Description of the task:
Leave out the pictures and print the rest of the entries exactly as they stand.

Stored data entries
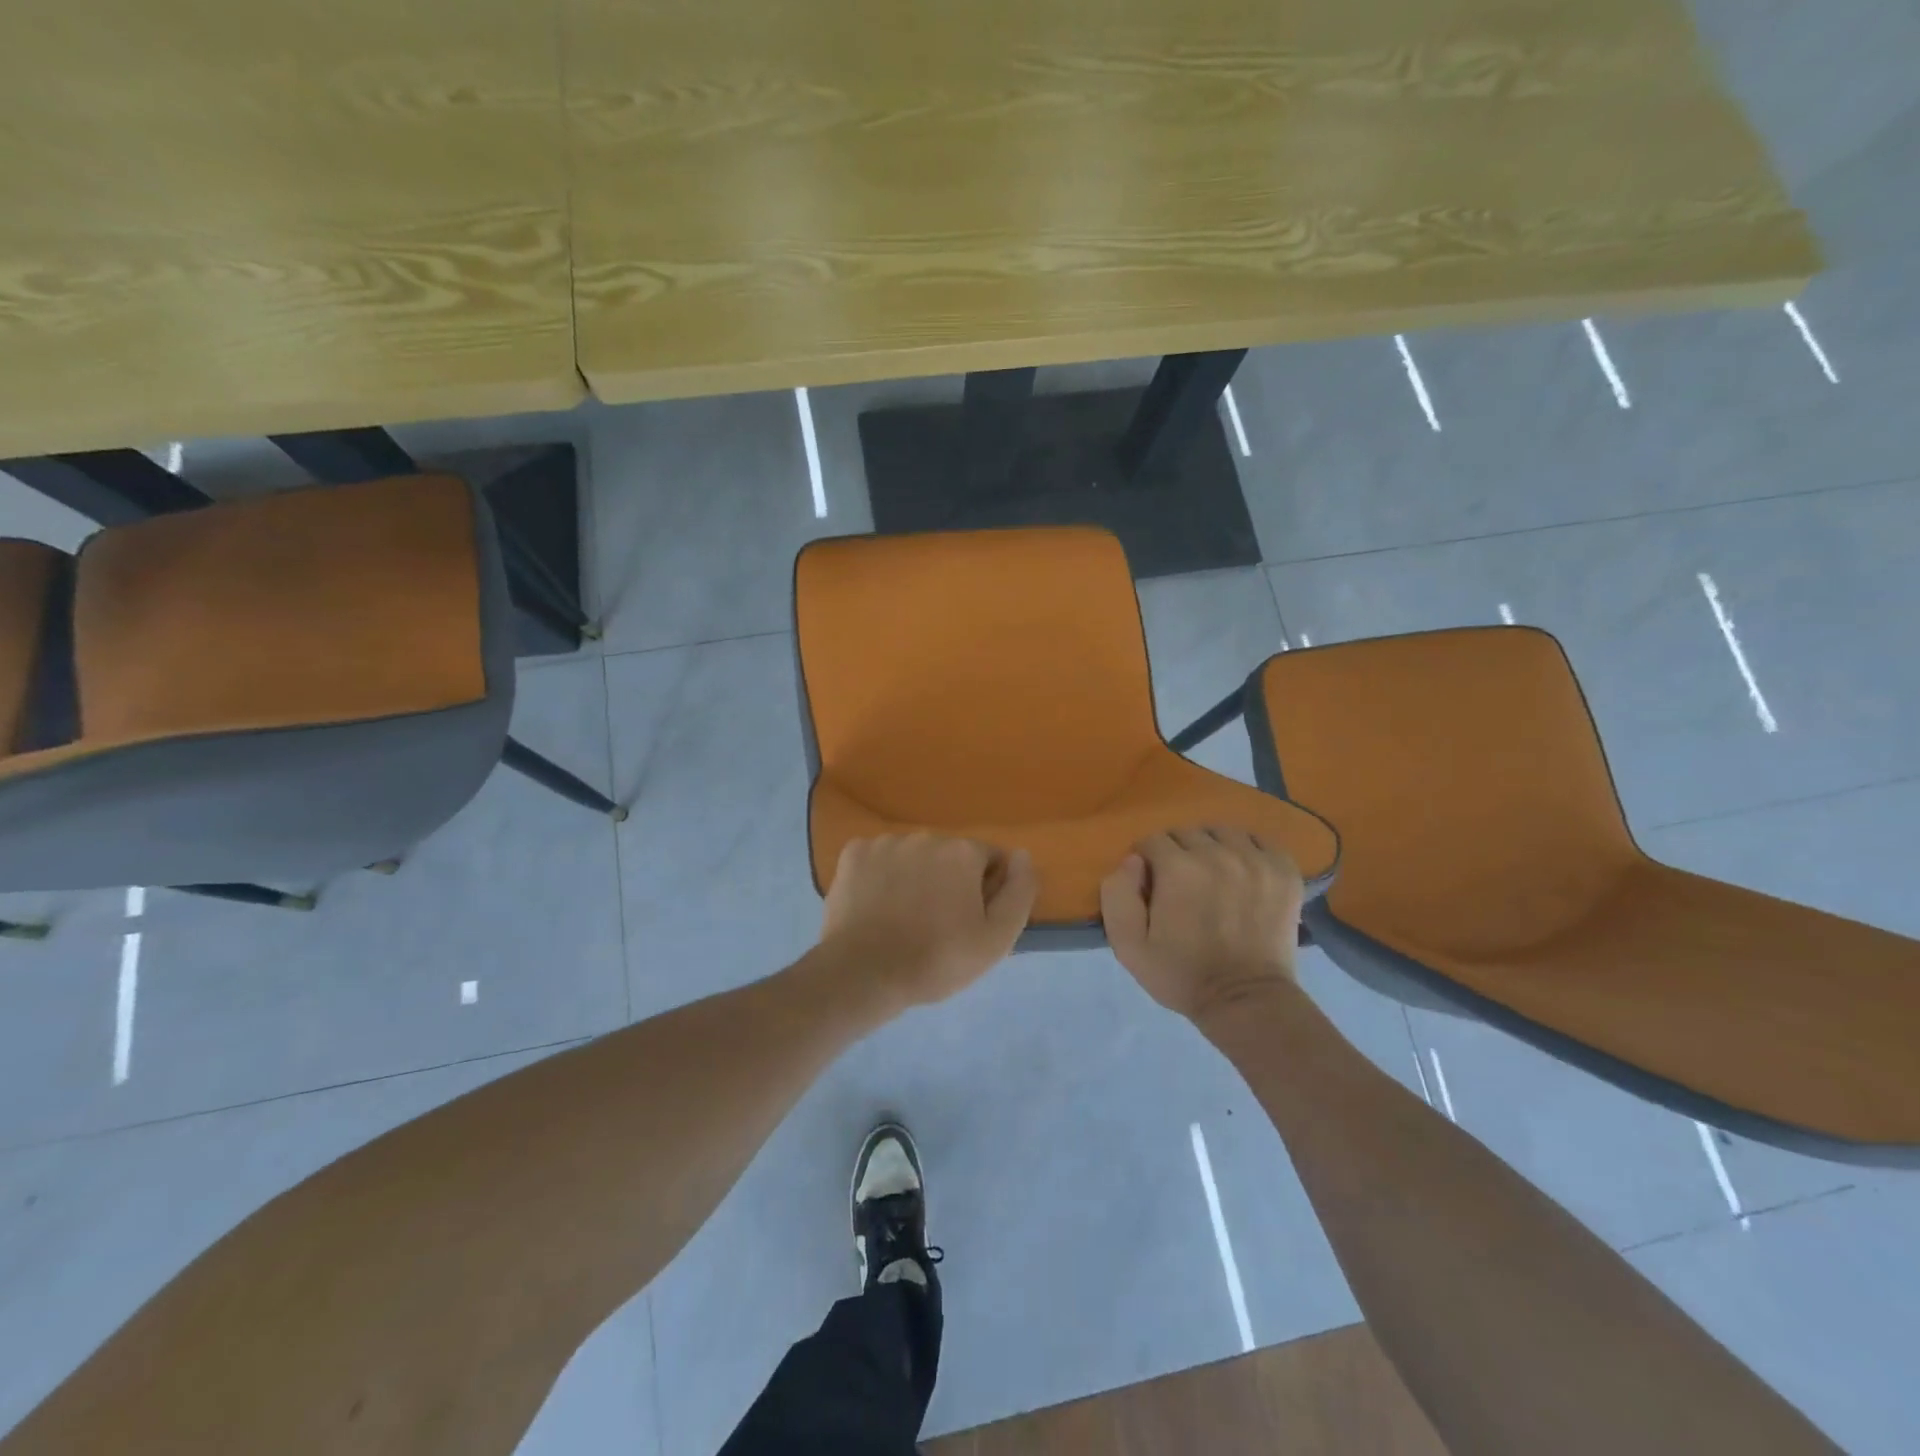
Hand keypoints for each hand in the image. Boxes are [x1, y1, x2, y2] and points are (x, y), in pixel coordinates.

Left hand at [819, 833, 1036, 1007]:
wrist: (863, 973)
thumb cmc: (937, 959)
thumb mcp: (996, 938)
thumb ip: (1020, 892)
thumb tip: (1022, 855)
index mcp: (962, 852)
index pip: (989, 860)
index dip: (986, 890)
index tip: (971, 920)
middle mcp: (925, 836)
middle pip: (949, 855)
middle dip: (949, 880)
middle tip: (937, 924)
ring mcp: (885, 842)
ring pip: (912, 856)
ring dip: (915, 876)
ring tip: (903, 918)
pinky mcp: (853, 854)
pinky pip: (878, 859)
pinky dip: (880, 876)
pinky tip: (876, 906)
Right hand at [1100, 828, 1301, 1018]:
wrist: (1246, 1001)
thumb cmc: (1181, 975)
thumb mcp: (1128, 945)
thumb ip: (1117, 894)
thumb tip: (1132, 860)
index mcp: (1177, 868)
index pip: (1152, 841)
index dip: (1147, 862)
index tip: (1152, 887)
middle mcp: (1217, 854)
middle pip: (1187, 833)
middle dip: (1177, 853)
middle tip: (1181, 885)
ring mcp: (1255, 860)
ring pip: (1223, 832)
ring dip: (1212, 847)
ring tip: (1213, 876)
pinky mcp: (1284, 871)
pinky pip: (1260, 841)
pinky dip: (1248, 851)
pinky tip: (1243, 874)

Exercise response:
Hand keypoints for each hand in the image. Boxes are [x1, y1, x2, y2] and points are (x, y), in pixel coordinates.

Left hand at [819, 833, 1036, 1007]:
wrist: (863, 973)
thumb cmc: (937, 959)
thumb mcp: (996, 938)
thumb ip: (1020, 892)
thumb tip: (1022, 855)
index mcp: (962, 852)
index pip: (989, 860)
index dip: (986, 890)
index tip: (971, 920)
middle mcp: (925, 836)
middle pip: (949, 855)
middle dip: (949, 880)
middle tip: (937, 924)
ring mcp: (885, 842)
ring pip: (912, 856)
ring dip: (915, 876)
ring tip: (903, 918)
pinky mcp: (853, 854)
pinky pip: (878, 859)
pinky dip: (880, 876)
pinky tip: (876, 906)
Right hand at [1100, 828, 1301, 1018]:
wrist: (1246, 1001)
thumb cmc: (1181, 975)
thumb mcp: (1128, 945)
thumb ip: (1117, 894)
thumb tip: (1132, 860)
index mcp: (1177, 868)
index pip: (1152, 841)
index dip: (1147, 862)
index tip: (1152, 887)
middle mcp: (1217, 854)
middle pip: (1187, 833)
middle dip: (1177, 853)
middle tip: (1181, 885)
ring mcp: (1255, 860)
ring pip: (1223, 832)
ring dip: (1212, 847)
ring tip: (1213, 876)
pinky mcp: (1284, 871)
pinky pip: (1260, 841)
pinky dip: (1248, 851)
pinky tip: (1243, 874)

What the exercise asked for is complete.